**Stored items**
__________________________________________________
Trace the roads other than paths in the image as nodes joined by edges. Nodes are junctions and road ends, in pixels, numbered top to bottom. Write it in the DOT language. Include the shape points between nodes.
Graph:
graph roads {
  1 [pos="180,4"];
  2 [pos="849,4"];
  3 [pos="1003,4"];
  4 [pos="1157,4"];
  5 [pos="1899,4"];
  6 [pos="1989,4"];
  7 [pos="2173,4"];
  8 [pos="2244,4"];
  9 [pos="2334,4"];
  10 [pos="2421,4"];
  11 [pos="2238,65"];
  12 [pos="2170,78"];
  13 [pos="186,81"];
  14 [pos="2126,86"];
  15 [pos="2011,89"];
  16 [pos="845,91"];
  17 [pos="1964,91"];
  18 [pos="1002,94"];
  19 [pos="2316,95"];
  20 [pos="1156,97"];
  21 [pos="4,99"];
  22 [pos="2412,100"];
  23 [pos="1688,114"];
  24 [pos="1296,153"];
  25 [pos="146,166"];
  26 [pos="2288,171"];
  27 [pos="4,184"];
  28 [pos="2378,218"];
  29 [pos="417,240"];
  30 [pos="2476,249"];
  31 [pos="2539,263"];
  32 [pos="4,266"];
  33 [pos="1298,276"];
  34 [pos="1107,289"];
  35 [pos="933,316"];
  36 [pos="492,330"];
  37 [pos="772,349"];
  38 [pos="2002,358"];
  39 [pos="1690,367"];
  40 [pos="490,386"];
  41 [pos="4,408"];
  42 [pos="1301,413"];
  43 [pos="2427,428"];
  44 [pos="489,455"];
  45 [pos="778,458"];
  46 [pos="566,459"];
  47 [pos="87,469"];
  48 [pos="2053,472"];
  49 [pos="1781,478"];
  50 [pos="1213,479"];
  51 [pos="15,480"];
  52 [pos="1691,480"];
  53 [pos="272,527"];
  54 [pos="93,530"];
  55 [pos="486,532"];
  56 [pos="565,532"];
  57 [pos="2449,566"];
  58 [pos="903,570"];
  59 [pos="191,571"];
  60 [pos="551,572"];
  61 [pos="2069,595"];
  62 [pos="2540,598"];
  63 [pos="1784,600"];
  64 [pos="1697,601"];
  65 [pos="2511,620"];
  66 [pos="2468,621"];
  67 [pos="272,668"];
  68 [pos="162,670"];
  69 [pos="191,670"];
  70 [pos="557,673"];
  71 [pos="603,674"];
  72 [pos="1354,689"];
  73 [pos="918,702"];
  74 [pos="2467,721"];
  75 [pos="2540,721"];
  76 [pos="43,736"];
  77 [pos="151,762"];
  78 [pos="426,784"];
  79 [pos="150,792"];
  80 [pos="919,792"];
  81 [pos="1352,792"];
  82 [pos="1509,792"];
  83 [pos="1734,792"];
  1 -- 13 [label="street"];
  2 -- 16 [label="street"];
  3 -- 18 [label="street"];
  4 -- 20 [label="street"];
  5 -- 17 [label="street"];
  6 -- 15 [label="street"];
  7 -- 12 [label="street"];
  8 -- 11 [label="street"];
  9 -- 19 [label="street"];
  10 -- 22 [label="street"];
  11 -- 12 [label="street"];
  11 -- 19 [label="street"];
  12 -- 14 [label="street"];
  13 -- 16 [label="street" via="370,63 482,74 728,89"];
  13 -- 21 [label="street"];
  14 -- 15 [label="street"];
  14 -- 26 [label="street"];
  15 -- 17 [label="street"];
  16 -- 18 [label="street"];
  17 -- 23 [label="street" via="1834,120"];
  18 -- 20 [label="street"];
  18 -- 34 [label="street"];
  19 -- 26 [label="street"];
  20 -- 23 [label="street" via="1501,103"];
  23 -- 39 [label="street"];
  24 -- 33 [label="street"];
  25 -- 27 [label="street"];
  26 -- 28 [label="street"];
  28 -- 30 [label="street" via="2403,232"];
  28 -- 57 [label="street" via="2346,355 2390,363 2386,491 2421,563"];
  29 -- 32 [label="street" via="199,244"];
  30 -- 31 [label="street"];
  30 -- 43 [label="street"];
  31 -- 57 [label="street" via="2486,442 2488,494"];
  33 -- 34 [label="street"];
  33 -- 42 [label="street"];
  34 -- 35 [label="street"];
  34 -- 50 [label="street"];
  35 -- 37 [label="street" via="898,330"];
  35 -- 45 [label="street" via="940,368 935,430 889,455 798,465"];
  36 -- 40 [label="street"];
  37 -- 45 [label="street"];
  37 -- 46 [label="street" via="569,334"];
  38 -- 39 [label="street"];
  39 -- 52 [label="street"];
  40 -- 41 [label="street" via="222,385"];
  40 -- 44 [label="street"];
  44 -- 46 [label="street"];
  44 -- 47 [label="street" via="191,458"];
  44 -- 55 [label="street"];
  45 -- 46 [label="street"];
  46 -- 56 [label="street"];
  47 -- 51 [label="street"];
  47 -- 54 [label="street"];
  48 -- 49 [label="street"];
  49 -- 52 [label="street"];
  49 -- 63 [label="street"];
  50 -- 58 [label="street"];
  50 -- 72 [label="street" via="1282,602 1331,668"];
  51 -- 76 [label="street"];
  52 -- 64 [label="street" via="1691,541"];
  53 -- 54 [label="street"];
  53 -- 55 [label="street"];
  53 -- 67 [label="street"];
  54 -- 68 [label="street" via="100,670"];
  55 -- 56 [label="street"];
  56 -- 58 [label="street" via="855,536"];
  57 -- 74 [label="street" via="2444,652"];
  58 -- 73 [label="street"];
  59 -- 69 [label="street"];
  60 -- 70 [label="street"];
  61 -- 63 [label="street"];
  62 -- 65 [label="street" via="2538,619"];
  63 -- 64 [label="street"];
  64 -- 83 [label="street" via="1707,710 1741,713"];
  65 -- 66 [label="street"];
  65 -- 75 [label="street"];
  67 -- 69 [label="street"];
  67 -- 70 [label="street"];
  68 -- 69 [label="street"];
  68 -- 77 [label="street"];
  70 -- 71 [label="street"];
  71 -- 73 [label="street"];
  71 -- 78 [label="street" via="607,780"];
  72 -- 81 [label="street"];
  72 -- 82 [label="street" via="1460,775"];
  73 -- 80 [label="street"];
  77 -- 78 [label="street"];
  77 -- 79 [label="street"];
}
__________________________________________________
**Work item**
Wherever the string "roads" occurs in the entries, copy that whole line.

**Exercise result**
Trace the roads other than paths in the image as nodes joined by edges. Nodes are junctions and road ends, in pixels, numbered top to bottom. Write it in the DOT language. Include the shape points between nodes.
graph roads {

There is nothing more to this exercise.